Archiv


Besser gelagert

Technik. - Wasserstoff gilt immer noch als Treibstoff der Zukunft - allen Schwierigkeiten bei der Realisierung zum Trotz. Ein bisher ungelöstes Problem ist seine Speicherung. Derzeit geht das nur mit tiefgekühlten Hochdrucktanks. Alle bislang erörterten Alternativen scheiterten. US-Forscher kommen jetzt mit einem neuen Vorschlag.

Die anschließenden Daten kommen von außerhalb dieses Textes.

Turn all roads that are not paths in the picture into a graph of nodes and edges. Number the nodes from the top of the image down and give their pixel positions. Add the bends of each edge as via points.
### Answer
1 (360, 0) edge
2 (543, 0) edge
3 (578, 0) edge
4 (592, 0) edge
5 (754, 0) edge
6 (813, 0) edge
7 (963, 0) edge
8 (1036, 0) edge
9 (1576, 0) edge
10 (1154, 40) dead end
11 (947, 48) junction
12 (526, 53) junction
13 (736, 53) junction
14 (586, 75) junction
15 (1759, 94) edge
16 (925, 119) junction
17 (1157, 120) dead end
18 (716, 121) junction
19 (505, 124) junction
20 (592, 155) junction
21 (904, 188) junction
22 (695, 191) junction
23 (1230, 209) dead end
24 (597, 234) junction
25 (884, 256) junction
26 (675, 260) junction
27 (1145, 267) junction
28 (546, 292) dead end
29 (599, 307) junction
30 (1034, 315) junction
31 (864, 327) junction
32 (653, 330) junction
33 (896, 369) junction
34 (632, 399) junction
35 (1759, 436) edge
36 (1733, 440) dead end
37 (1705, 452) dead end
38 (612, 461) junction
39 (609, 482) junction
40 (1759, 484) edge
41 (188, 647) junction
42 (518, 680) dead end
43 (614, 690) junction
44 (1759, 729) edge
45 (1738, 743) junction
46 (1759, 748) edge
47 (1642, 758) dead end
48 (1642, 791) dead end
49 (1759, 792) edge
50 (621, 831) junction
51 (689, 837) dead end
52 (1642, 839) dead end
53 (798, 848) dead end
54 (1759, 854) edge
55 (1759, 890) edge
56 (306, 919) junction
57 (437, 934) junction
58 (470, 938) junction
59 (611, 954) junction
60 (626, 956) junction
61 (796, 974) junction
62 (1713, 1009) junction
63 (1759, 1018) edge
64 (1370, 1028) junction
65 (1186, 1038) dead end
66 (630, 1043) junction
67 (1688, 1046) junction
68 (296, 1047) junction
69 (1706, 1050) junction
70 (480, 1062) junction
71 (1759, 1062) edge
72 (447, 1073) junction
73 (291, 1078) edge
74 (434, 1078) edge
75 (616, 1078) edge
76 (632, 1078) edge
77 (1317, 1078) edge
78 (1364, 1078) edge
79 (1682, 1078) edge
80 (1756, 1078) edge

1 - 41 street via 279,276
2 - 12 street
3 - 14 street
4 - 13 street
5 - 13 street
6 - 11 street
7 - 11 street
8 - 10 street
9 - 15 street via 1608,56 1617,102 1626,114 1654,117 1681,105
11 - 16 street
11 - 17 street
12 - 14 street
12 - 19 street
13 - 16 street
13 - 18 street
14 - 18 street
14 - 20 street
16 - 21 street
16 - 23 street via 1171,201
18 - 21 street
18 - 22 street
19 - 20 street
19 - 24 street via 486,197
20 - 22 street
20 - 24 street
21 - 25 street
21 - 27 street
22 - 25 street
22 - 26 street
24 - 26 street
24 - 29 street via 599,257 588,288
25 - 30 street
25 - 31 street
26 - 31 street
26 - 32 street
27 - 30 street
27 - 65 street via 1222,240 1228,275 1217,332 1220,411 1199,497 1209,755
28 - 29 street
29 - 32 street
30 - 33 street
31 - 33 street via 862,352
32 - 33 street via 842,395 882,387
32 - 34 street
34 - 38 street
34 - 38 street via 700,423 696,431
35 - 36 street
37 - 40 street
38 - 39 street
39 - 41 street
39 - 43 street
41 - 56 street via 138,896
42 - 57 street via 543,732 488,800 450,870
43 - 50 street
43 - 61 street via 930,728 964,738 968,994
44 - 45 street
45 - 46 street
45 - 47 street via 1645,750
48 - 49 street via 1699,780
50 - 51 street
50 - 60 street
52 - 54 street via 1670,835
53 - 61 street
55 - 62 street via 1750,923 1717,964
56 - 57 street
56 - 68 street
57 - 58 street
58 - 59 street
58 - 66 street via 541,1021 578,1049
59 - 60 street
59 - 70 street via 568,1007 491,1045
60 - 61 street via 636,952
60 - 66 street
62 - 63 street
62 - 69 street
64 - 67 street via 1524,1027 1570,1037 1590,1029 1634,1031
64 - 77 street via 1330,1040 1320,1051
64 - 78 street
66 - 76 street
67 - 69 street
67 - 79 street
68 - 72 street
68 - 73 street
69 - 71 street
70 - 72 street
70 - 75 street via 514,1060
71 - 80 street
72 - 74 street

    Über den Umweg der Brennstoffzelle soll Wasserstoff künftig vom Auto bis zum Handy nahezu alles antreiben - gilt er doch als unerschöpflich und umweltfreundlich. Doch eines der wirklich großen und bislang ungelösten Probleme der Technologie ist seine flüchtige Form. Bislang kann man ihn nur bei extremen Minusgraden und unter Druck speichern. Aus allen anderen Medien verflüchtigt sich Wasserstoff relativ schnell. US-Forscher schlagen jetzt einem besonders porösen Stoff vor, mit dem erheblich leichtere und kleinere Tanks möglich sein sollen. Omar Yaghi, Chemiker an der Universität Michigan beschreibt die Ingredienzien: "Zinkoxid, das man aus Sonnenmilch kennt, und Terephtalsäure, die aus Plastikflaschen bekannt ist, das sind nicht gerade ungewöhnliche Materialien." Aus beidem macht Yaghi eine metallorganische Verbindung, die den Wasserstoff gut binden und bei Bedarf auch wieder abgeben soll. Die Verbindung bildet eine Kristallstruktur mit den Zinkatomen an den Ecken und organischen Molekülen als verbindende Kanten zwischen diesen Ecken. Der besondere Vorteil: Die Struktur hat eine riesige Oberfläche. Yaghi: "In einem Gramm dieses Materials ist eine Oberfläche von mehreren Fußballfeldern enthalten. Daher kann man viel mehr Gas speichern." Bei ersten Versuchen konnte Yaghi bis zu vier Prozent des Eigengewichts an Wasserstoff bei tiefen Temperaturen speichern. Allerdings sank die Kapazität bei Raumtemperatur auf 0,5 Prozent.

    Die Wasserstoffmoleküle werden nicht chemisch, sondern physikalisch gebunden. Yaghi: "Man benötigt keine extremen Drücke oder Temperaturen, um den Wasserstoff aus dem Tank zu kriegen, weil er rein physikalisch durch schwache Kräfte in den Molekülgittern gehalten wird." Eine leichte Reduktion des Druckes im Tank reicht, um den Wasserstoff zu mobilisieren. Yaghi konnte dabei messen, in welcher Reihenfolge die Wasserstoffmoleküle in die Trägersubstanz eingelagert wurden. Yaghi: "Der Wasserstoff wird in die poröse Struktur hineingesogen und setzt sich zuerst in den Ecken fest. Danach lagert er sich an den Kanten an." Derzeit experimentiert Yaghi damit, das Zinkgitter durch Einlagerung anderer organischer Materialien, die die innere Oberfläche weiter vergrößern, zu optimieren. Bei einem Druck von zehn bar ließ sich damit die Wasserstoffaufnahme erheblich steigern. "Wir haben die Speicherkapazität zweimal verdoppelt - erst von 0,5 auf ein und dann auf zwei Prozent. Damit haben wir einen Weg herausgefunden, mit dem wir bis zu den geforderten sechs Prozent kommen könnten - und möglicherweise noch darüber hinaus", erklärt Omar Yaghi. Im Labor könnte sich dieser Wert bereits in zwei bis drei Jahren erreichen lassen, hofft Yaghi. Erste Anwendungen sieht er allerdings nicht im Auto - die neuen Wasserstoffspeicher sollen vielmehr für Notebooks und Mobiltelefone verwendet werden.